**TASK DESCRIPTION**
Would you reproduce all of the entries below, character for character?

**DATA**

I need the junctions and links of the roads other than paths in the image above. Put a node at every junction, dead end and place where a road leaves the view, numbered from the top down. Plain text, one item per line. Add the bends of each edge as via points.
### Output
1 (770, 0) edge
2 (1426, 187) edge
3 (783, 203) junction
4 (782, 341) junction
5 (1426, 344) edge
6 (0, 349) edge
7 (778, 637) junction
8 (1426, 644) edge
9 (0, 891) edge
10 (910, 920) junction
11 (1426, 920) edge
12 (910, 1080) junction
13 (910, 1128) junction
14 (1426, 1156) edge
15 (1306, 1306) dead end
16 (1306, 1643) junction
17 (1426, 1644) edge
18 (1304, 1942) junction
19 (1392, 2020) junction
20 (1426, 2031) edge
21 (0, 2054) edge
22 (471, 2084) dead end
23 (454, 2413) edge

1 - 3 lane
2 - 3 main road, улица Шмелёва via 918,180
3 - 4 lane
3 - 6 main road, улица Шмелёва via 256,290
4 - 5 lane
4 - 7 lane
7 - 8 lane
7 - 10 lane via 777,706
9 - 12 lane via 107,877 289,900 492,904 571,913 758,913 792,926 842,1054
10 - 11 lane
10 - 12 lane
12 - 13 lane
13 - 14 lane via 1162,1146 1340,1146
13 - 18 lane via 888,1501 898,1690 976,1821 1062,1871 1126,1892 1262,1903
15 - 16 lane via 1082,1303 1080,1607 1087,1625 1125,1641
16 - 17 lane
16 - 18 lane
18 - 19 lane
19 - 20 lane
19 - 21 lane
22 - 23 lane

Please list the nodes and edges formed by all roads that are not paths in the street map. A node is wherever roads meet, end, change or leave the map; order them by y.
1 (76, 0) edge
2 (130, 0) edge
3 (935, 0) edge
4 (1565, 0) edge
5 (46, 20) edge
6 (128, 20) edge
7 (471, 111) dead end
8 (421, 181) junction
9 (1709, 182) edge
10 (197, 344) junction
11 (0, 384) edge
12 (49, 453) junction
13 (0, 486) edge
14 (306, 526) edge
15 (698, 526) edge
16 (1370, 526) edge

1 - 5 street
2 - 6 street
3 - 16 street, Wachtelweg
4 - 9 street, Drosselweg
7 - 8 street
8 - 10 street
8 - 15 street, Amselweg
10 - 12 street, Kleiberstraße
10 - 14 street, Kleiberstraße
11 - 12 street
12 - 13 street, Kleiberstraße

**RESPONSE TO THE EXERCISE**
I need the junctions and links of the roads other than paths in the image above. Put a node at every junction, dead end and place where a road leaves the view, numbered from the top down. Plain text, one item per line. Add the bends of each edge as via points.
### Output
1 (770, 0) edge
2 (1426, 187) edge
3 (783, 203) junction
4 (782, 341) junction
5 (1426, 344) edge
6 (0, 349) edge
7 (778, 637) junction
8 (1426, 644) edge
9 (0, 891) edge
10 (910, 920) junction
11 (1426, 920) edge
12 (910, 1080) junction
13 (910, 1128) junction
14 (1426, 1156) edge
15 (1306, 1306) dead end
16 (1306, 1643) junction
17 (1426, 1644) edge
18 (1304, 1942) junction
19 (1392, 2020) junction
20 (1426, 2031) edge
21 (0, 2054) edge
22 (471, 2084) dead end
23 (454, 2413) edge

1 - 3 lane
2 - 3 main road, улица Шмелёва via 918,180
3 - 4 lane
3 - 6 main road, улица Шмелёва via 256,290
4 - 5 lane
4 - 7 lane
7 - 8 lane
7 - 10 lane via 777,706
9 - 12 lane via 107,877 289,900 492,904 571,913 758,913 792,926 842,1054
10 - 11 lane
10 - 12 lane
12 - 13 lane
13 - 14 lane via 1162,1146 1340,1146
13 - 18 lane via 888,1501 898,1690 976,1821 1062,1871 1126,1892 1262,1903
15 - 16 lane via 1082,1303 1080,1607 1087,1625 1125,1641
16 - 17 lane
16 - 18 lane
18 - 19 lane
19 - 20 lane
19 - 21 lane
22 - 23 lane

Please list the nodes and edges formed by all roads that are not paths in the street map. A node is wherever roads meet, end, change or leave the map; order them by y.
1 (76, 0) edge
2 (130, 0) edge
3 (935, 0) edge
4 (1565, 0) edge
5 (46, 20) edge
6 (128, 20) edge
7 (471, 111) dead end
8 (421, 181) junction
9 (1709, 182) edge
10 (197, 344) junction
11 (0, 384) edge
12 (49, 453) junction
13 (0, 486) edge
14 (306, 526) edge
15 (698, 526) edge
16 (1370, 526) edge

1 - 5 street
2 - 6 street
3 - 16 street, Wachtelweg
4 - 9 street, Drosselweg
7 - 8 street
8 - 10 street
8 - 15 street, Amselweg
10 - 12 street, Kleiberstraße
10 - 14 street, Kleiberstraße
11 - 12 street
12 - 13 street, Kleiberstraße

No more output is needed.